(Dataset entries)
* * *
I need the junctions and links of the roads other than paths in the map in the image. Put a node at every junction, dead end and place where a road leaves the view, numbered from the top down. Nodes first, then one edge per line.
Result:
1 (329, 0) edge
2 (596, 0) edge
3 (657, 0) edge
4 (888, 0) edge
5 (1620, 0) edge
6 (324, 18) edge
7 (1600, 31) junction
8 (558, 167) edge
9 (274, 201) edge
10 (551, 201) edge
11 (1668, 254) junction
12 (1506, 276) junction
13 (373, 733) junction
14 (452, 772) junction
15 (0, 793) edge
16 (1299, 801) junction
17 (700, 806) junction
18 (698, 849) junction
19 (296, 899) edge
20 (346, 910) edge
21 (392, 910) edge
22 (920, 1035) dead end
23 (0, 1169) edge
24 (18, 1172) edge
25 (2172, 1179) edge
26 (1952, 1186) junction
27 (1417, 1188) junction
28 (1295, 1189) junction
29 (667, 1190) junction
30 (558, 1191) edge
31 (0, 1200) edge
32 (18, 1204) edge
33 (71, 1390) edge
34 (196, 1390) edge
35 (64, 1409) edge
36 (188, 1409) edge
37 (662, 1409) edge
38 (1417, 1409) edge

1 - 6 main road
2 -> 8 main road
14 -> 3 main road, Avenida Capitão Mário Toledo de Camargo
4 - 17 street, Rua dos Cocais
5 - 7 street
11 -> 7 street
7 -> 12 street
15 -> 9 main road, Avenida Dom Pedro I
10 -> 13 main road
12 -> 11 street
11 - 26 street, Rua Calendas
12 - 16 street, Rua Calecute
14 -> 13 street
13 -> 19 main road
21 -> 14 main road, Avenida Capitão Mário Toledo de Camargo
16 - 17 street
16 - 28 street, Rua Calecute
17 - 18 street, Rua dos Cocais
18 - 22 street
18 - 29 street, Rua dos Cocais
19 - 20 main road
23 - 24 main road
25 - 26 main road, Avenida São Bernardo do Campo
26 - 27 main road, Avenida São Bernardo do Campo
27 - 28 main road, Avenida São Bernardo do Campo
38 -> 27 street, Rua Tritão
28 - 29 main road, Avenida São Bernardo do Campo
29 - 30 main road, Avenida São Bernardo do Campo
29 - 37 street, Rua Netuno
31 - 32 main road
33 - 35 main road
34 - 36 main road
* * *
All entries must come back exactly as they were written.

*Answer to this problem*.
I need the junctions and links of the roads other than paths in the map in the image. Put a node at every junction, dead end and place where a road leaves the view, numbered from the top down. Nodes first, then one edge per line.
Result:
1 (329, 0) edge
2 (596, 0) edge
3 (657, 0) edge
4 (888, 0) edge
5 (1620, 0) edge
6 (324, 18) edge
7 (1600, 31) junction
8 (558, 167) edge
9 (274, 201) edge
10 (551, 201) edge
11 (1668, 254) junction
12 (1506, 276) junction
13 (373, 733) junction
14 (452, 772) junction
15 (0, 793) edge
16 (1299, 801) junction
17 (700, 806) junction
18 (698, 849) junction
19 (296, 899) edge
20 (346, 910) edge
21 (392, 910) edge
22 (920, 1035) dead end
23 (0, 1169) edge
24 (18, 1172) edge
25 (2172, 1179) edge
26 (1952, 1186) junction
27 (1417, 1188) junction
28 (1295, 1189) junction
29 (667, 1190) junction
30 (558, 1191) edge
31 (0, 1200) edge
32 (18, 1204) edge
33 (71, 1390) edge
34 (196, 1390) edge
35 (64, 1409) edge
36 (188, 1409) edge
37 (662, 1409) edge
38 (1417, 1409) edge

1 - 6 main road
2 -> 8 main road
14 -> 3 main road, Avenida Capitão Mário Toledo de Camargo
4 - 17 street, Rua dos Cocais
5 - 7 street
11 -> 7 street
7 -> 12 street
15 -> 9 main road, Avenida Dom Pedro I
10 -> 13 main road
12 -> 11 street
11 - 26 street, Rua Calendas
12 - 16 street, Rua Calecute
14 -> 13 street
13 -> 19 main road
21 -> 14 main road, Avenida Capitão Mário Toledo de Camargo
16 - 17 street
16 - 28 street, Rua Calecute
17 - 18 street, Rua dos Cocais
18 - 22 street
18 - 29 street, Rua dos Cocais
19 - 20 main road
23 - 24 main road
25 - 26 main road, Avenida São Bernardo do Campo
26 - 27 main road, Avenida São Bernardo do Campo
27 - 28 main road, Avenida São Bernardo do Campo
38 -> 27 street, Rua Tritão
28 - 29 main road, Avenida São Bernardo do Campo
29 - 30 main road, Avenida São Bernardo do Campo
29 - 37 street, Rua Netuno
31 - 32 main road
33 - 35 main road
34 - 36 main road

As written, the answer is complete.